▶ [TASK MATERIAL]:
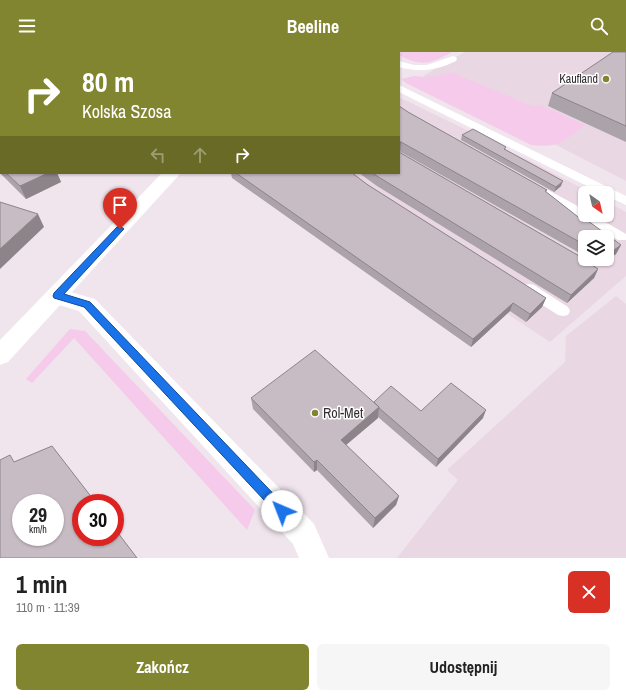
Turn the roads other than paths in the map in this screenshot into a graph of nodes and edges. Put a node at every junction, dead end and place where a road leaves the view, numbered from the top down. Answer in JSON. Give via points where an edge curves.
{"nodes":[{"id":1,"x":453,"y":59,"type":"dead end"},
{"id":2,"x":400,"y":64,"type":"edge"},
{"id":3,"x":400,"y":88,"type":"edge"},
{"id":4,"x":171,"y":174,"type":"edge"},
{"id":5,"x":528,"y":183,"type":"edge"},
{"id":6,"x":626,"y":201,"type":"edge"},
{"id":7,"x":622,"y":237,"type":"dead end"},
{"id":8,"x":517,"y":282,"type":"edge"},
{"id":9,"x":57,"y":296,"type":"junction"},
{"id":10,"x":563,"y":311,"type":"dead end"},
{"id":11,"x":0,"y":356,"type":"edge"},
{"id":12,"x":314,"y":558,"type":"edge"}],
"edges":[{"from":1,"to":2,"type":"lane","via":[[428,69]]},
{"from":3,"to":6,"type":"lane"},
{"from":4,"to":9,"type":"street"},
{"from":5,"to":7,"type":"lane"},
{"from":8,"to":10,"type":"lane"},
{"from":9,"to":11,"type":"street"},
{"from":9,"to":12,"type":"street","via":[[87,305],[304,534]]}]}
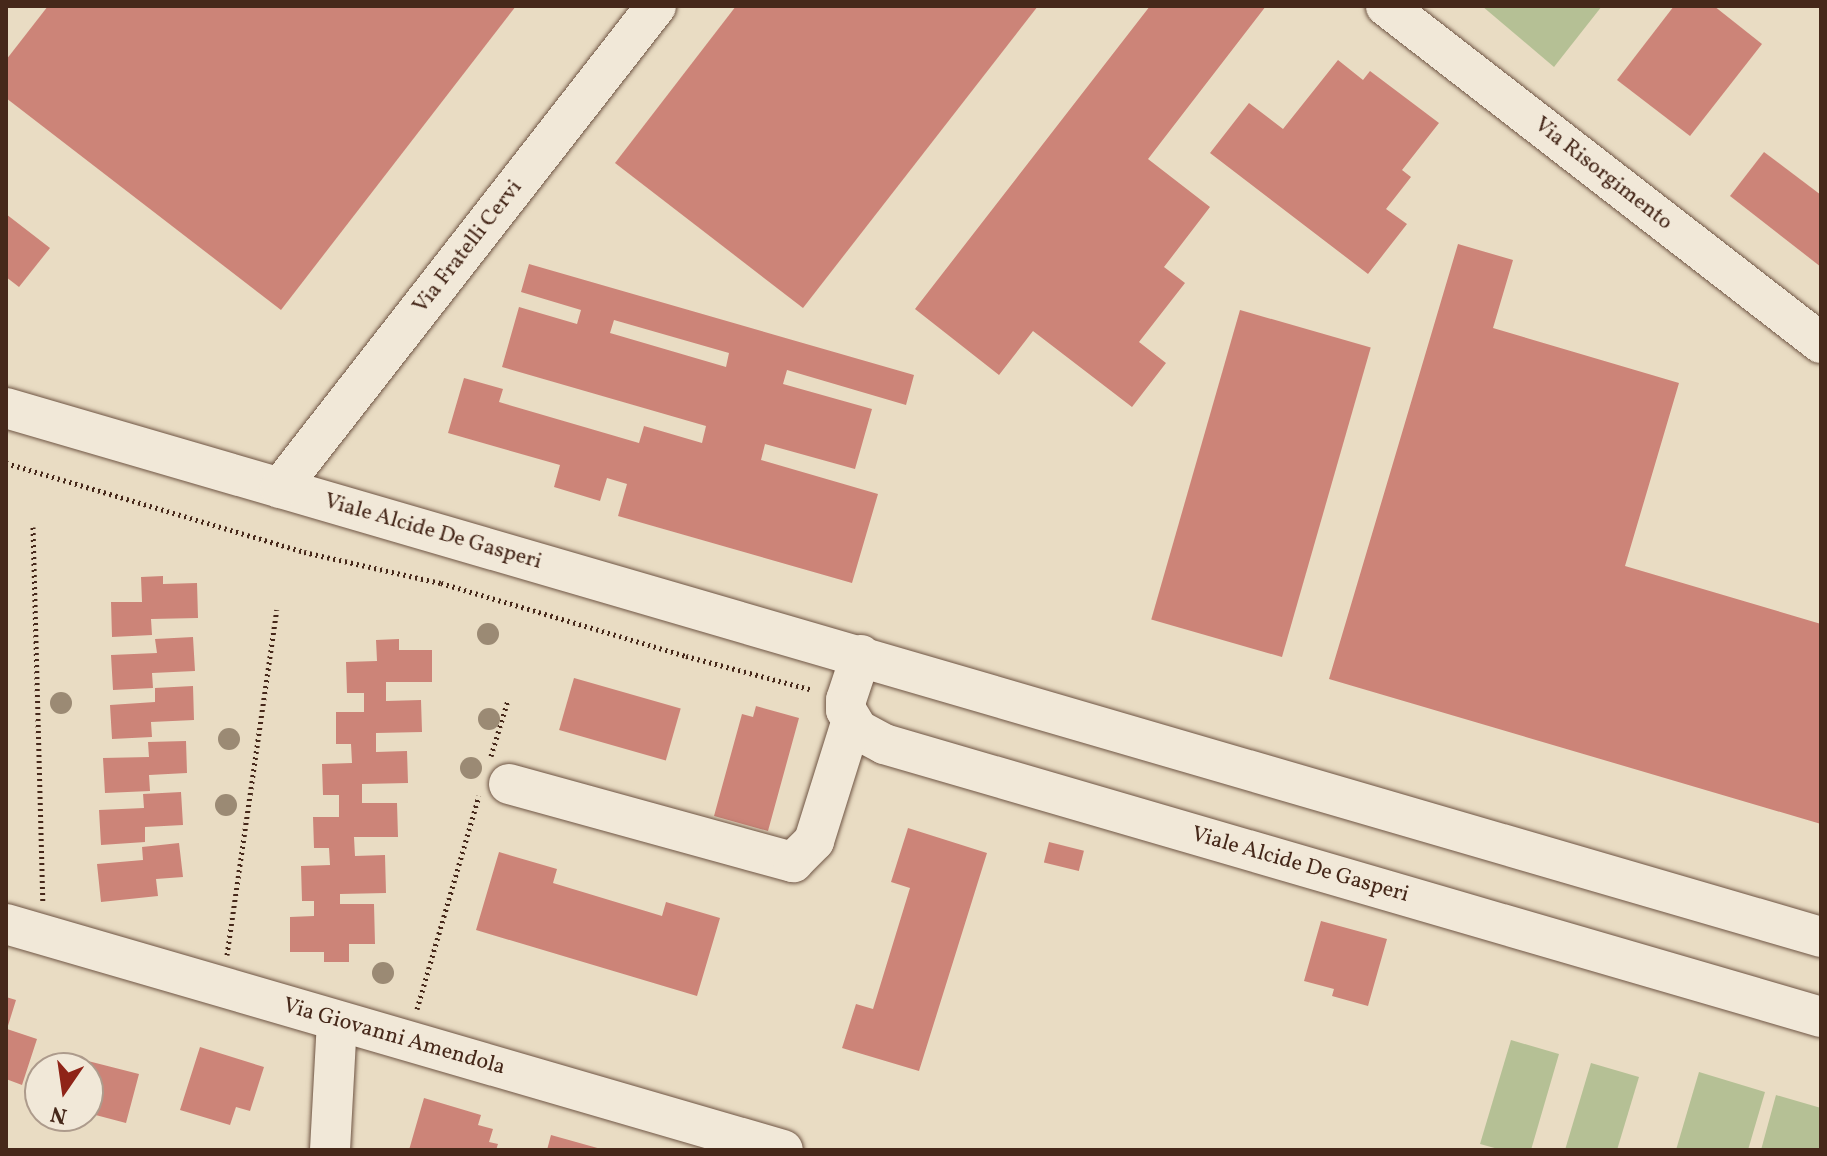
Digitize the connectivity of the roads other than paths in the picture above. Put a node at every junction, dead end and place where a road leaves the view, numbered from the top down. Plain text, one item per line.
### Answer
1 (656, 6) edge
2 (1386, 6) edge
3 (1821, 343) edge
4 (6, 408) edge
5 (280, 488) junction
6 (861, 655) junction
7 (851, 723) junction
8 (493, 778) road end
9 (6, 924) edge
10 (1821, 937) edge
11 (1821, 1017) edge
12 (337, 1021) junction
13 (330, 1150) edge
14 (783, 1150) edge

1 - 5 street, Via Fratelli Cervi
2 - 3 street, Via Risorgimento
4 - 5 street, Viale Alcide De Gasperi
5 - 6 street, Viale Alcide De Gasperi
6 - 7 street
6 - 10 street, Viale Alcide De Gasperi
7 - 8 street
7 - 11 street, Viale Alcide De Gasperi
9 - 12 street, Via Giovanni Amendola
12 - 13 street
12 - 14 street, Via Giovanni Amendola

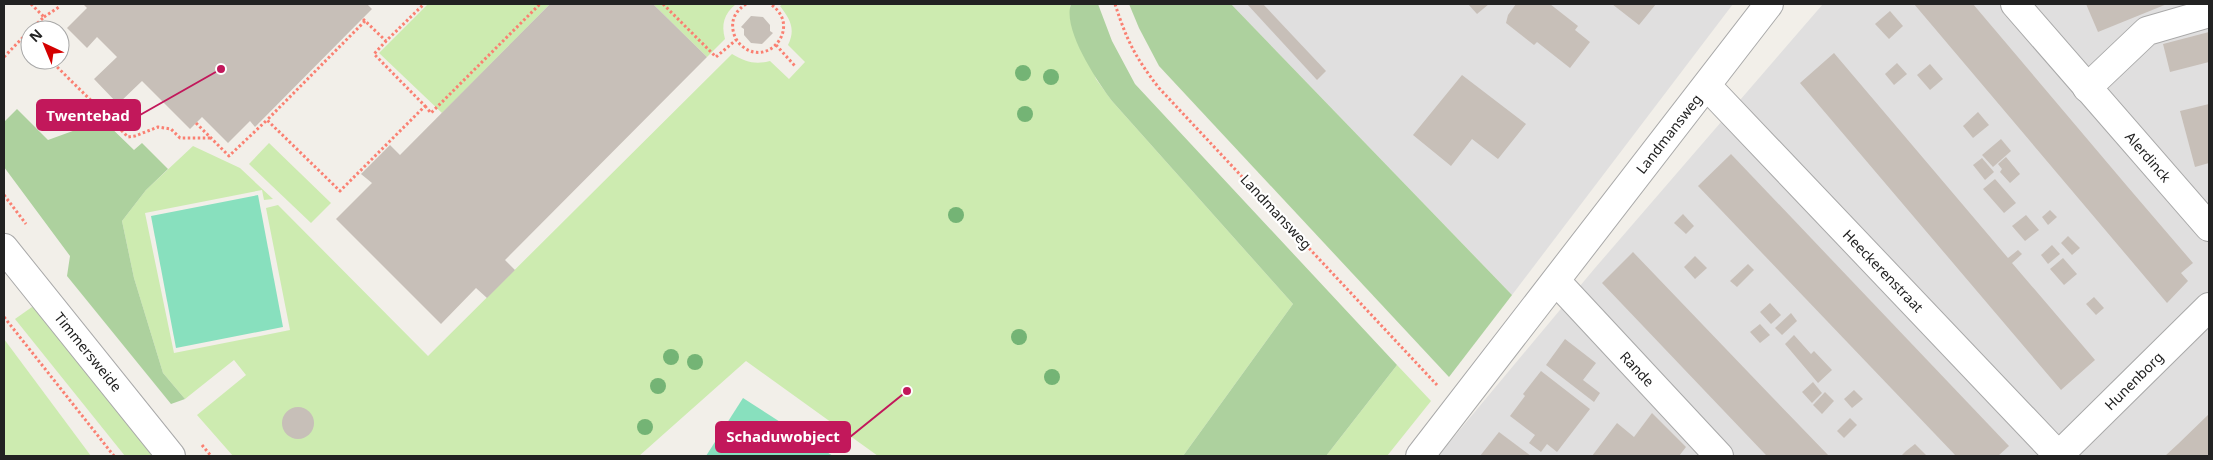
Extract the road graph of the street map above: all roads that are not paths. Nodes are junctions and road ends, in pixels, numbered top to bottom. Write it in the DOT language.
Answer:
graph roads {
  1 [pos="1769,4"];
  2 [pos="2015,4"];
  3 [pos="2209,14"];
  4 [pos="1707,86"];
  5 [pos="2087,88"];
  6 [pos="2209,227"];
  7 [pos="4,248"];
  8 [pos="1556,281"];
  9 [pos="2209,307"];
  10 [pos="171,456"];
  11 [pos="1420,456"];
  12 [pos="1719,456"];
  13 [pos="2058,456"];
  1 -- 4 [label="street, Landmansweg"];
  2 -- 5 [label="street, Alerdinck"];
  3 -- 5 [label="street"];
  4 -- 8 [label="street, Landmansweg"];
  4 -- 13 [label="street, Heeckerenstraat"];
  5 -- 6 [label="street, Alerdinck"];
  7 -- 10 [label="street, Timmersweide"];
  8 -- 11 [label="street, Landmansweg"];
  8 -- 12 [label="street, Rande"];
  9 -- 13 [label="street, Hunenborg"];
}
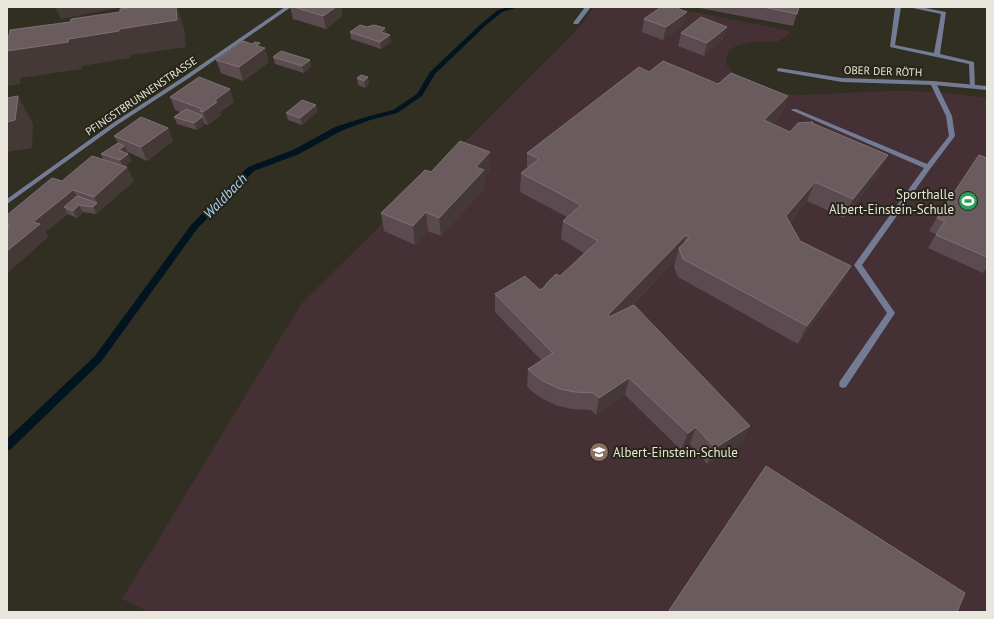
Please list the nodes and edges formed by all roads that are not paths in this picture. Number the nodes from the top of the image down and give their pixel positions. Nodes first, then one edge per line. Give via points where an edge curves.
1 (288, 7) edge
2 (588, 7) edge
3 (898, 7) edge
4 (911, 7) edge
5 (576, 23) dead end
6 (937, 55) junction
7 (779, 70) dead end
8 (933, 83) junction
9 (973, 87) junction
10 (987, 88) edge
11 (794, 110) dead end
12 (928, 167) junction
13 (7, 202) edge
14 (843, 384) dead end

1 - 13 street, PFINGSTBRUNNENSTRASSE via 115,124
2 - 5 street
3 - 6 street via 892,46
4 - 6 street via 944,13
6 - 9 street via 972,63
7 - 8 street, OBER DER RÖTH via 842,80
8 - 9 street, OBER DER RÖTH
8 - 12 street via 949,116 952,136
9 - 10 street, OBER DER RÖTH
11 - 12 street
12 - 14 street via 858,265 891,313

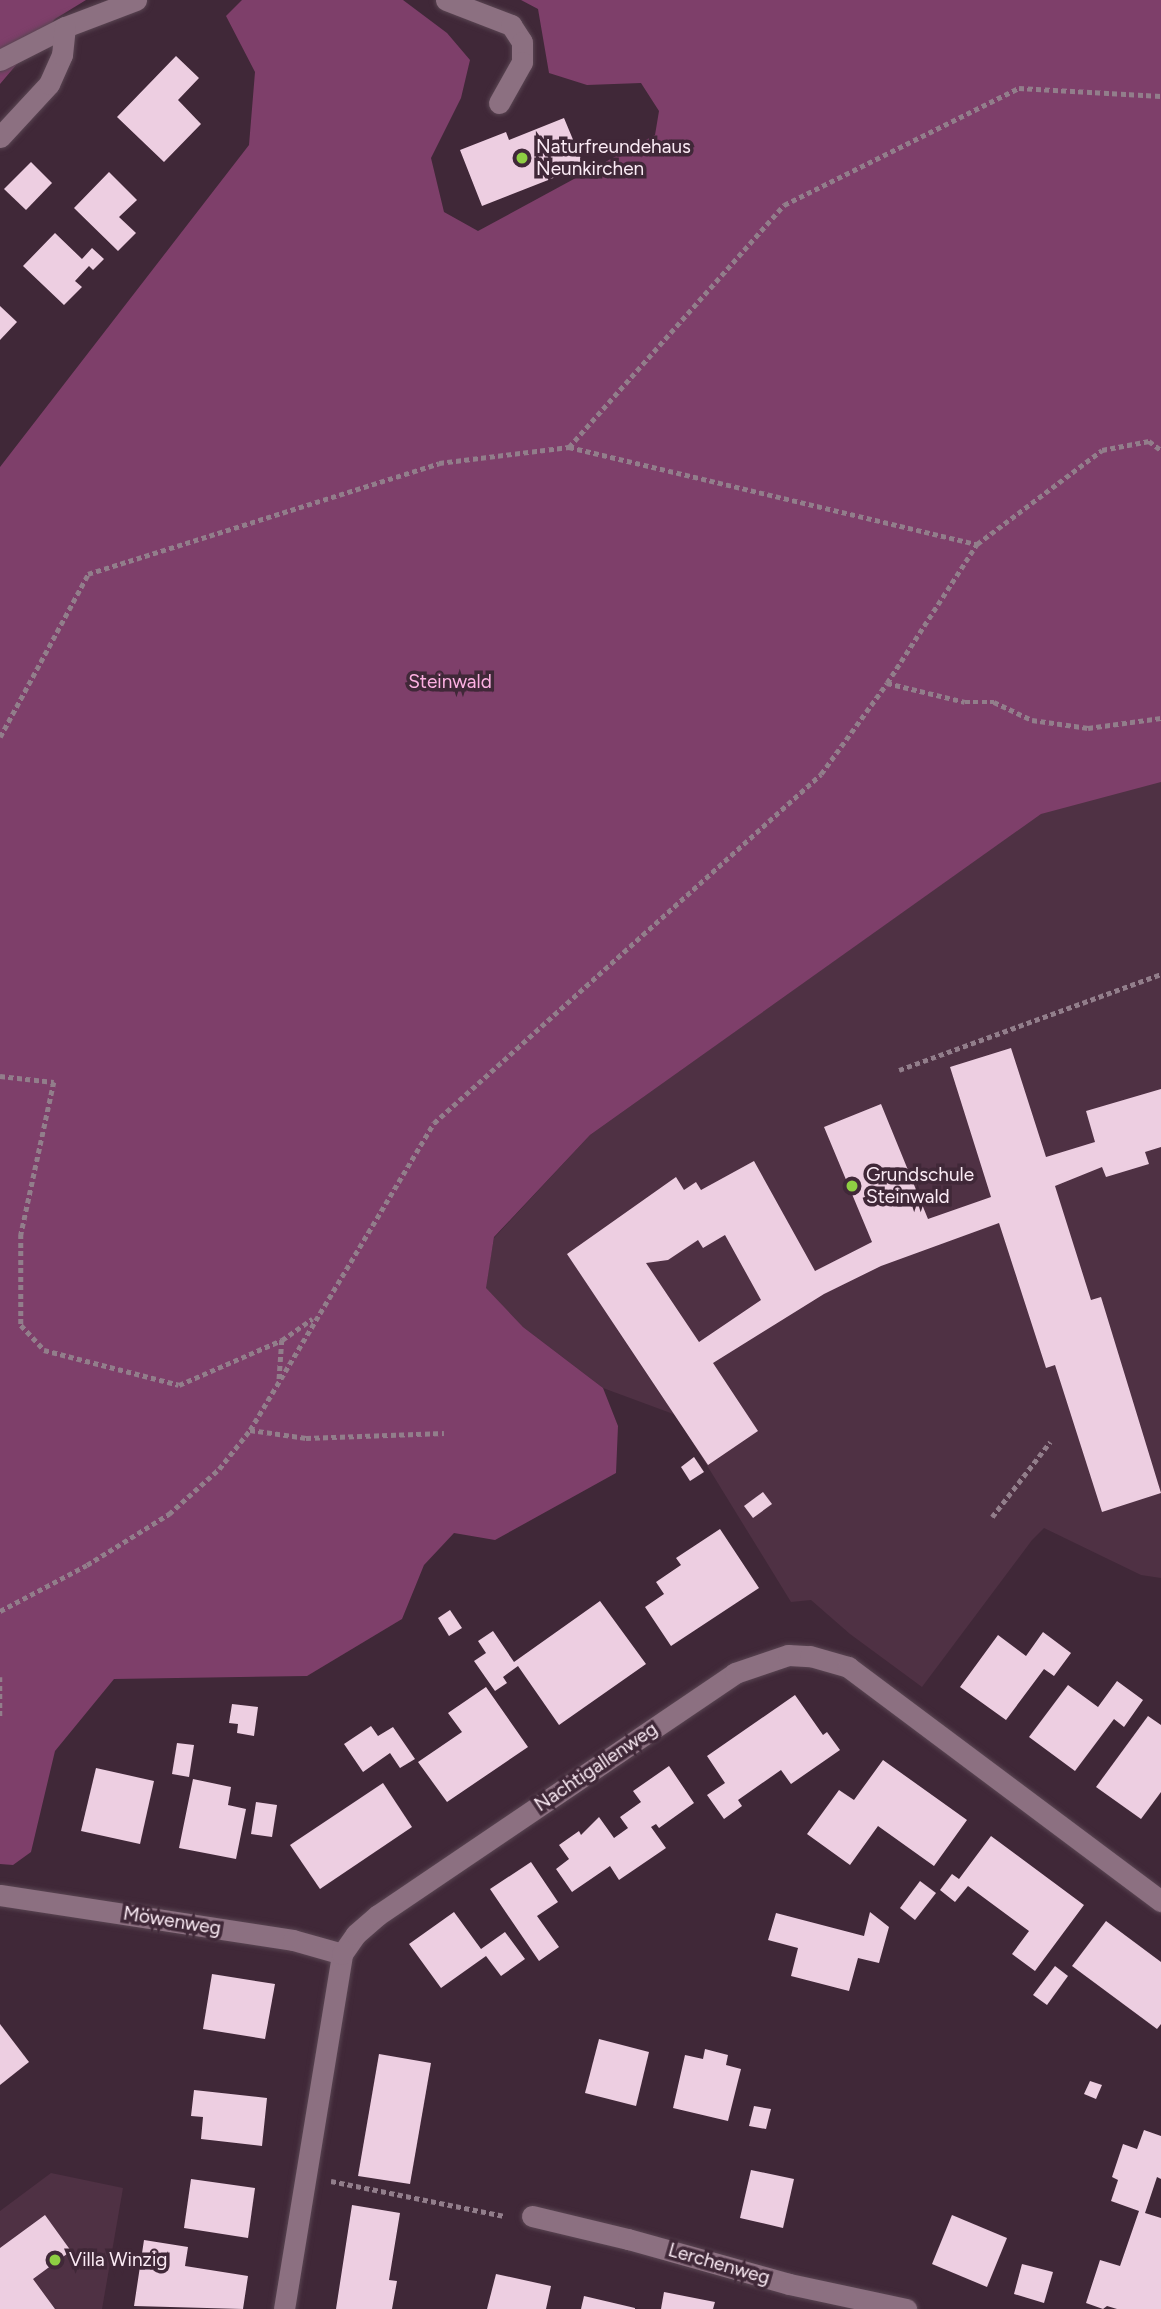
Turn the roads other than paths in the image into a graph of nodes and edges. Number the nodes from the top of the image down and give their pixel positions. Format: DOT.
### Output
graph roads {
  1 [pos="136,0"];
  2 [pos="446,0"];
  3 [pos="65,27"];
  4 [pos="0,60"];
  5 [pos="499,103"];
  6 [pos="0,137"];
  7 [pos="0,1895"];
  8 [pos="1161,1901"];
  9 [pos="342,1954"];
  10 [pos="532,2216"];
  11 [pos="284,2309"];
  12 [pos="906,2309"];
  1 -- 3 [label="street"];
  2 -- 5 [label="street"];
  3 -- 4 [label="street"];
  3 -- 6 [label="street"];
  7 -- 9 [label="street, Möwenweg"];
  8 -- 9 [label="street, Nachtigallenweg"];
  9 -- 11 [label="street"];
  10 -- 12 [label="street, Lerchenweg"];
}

▶ [REQUIRED ACTION]:
Each record above has to be written out again in full, but its pictures must not be.

▶ [THE ANSWER]:
Turn the roads other than paths in the map in this screenshot into a graph of nodes and edges. Put a node at every junction, dead end and place where a road leaves the view, numbered from the top down. Answer in JSON. Give via points where an edge curves.
{"nodes":[{"id":1,"x":453,"y":59,"type":"dead end"},
{"id":2,"x":400,"y":64,"type":"edge"},
{"id":3,"x":400,"y":88,"type":"edge"},
{"id":4,"x":171,"y":174,"type":"edge"},
{"id":5,"x":528,"y":183,"type":"edge"},
{"id":6,"x":626,"y":201,"type":"edge"},
{"id":7,"x":622,"y":237,"type":"dead end"},
{"id":8,"x":517,"y":282,"type":"edge"},
{"id":9,"x":57,"y":296,"type":"junction"},
{"id":10,"x":563,"y":311,"type":"dead end"},
{"id":11,"x":0,"y":356,"type":"edge"},
{"id":12,"x":314,"y":558,"type":"edge"}],
"edges":[{"from":1,"to":2,"type":"lane","via":[[428,69]]},
{"from":3,"to":6,"type":"lane"},
{"from":4,"to":9,"type":"street"},
{"from":5,"to":7,"type":"lane"},
{"from":8,"to":10,"type":"lane"},
{"from":9,"to":11,"type":"street"},
{"from":9,"to":12,"type":"street","via":[[87,305],[304,534]]}]}
Digitize the connectivity of the roads other than paths in the picture above. Put a node at every junction, dead end and place where a road leaves the view, numbered from the top down. Plain text, one item per line.
### Answer
1 (656, 6) edge
2 (1386, 6) edge
3 (1821, 343) edge
4 (6, 408) edge
5 (280, 488) junction
6 (861, 655) junction
7 (851, 723) junction
8 (493, 778) road end
9 (6, 924) edge
10 (1821, 937) edge
11 (1821, 1017) edge
12 (337, 1021) junction
13 (330, 1150) edge
14 (783, 1150) edge

1 - 5 street, Via Fratelli Cervi
2 - 3 street, Via Risorgimento
4 - 5 street, Viale Alcide De Gasperi
5 - 6 street, Viale Alcide De Gasperi
6 - 7 street
6 - 10 street, Viale Alcide De Gasperi
7 - 8 street
7 - 11 street, Viale Alcide De Gasperi
9 - 12 street, Via Giovanni Amendola
12 - 13 street
12 - 14 street, Via Giovanni Amendola

Extract the road graph of the street map above: all roads that are not paths. Nodes are junctions and road ends, in pixels, numbered top to bottom. Write it in the DOT language.
Answer:
graph roads {
  1 [pos="1769,4"];
  2 [pos="2015,4"];
  3 [pos="2209,14"];
  4 [pos="1707,86"];
  5 [pos="2087,88"];
  6 [pos="2209,227"];
  7 [pos="4,248"];
  8 [pos="1556,281"];
  9 [pos="2209,307"];
  10 [pos="171,456"];
  11 [pos="1420,456"];
  12 [pos="1719,456"];
  13 [pos="2058,456"];
  1 -- 4 [label="street, Landmansweg"];
  2 -- 5 [label="street, Alerdinck"];
  3 -- 5 [label="street"];
  4 -- 8 [label="street, Landmansweg"];
  4 -- 13 [label="street, Heeckerenstraat"];
  5 -- 6 [label="street, Alerdinck"];
  7 -- 10 [label="street, Timmersweide"];
  8 -- 11 [label="street, Landmansweg"];
  8 -- 12 [label="street, Rande"];
  9 -- 13 [label="street, Hunenborg"];
}
Please list the nodes and edges formed by all roads that are not paths in this picture. Number the nodes from the top of the image down and give their pixel positions. Nodes first, then one edge per line. Give via points where an edge curves.
1 (288, 7) edge
2 (588, 7) edge
3 (898, 7) edge
4 (911, 7) edge
5 (576, 23) dead end
6 (937, 55) junction
7 (779, 70) dead end
8 (933, 83) junction
9 (973, 87) junction
10 (987, 88) edge
11 (794, 110) dead end
12 (928, 167) junction
13 (7, 202) edge
14 (843, 384) dead end

1 - 13 street, PFINGSTBRUNNENSTRASSE via 115,124
2 - 5 street
3 - 6 street via 892,46
4 - 6 street via 944,13
6 - 9 street via 972,63
7 - 8 street, OBER DER RÖTH via 842,80
8 - 9 street, OBER DER RÖTH
8 - 12 street via 949,116 952,136
9 - 10 street, OBER DER RÖTH
11 - 12 street
12 - 14 street via 858,265 891,313

Turn the roads other than paths in the image into a graph of nodes and edges. Number the nodes from the top of the image down and give their pixel positions. Format: DOT.
### Output
graph roads {
  1 [pos="136,0"];
  2 [pos="446,0"];
  3 [pos="65,27"];
  4 [pos="0,60"];
  5 [pos="499,103"];
  6 [pos="0,137"];
  7 [pos="0,1895"];
  8 [pos="1161,1901"];
  9 [pos="342,1954"];
  10 [pos="532,2216"];
  11 [pos="284,2309"];
  12 [pos="906,2309"];
  1 -- 3 [label="street"];
  2 -- 5 [label="street"];
  3 -- 4 [label="street"];
  3 -- 6 [label="street"];
  7 -- 9 [label="street, Möwenweg"];
  8 -- 9 [label="street, Nachtigallenweg"];
  9 -- 11 [label="street"];
  10 -- 12 [label="street, Lerchenweg"];
}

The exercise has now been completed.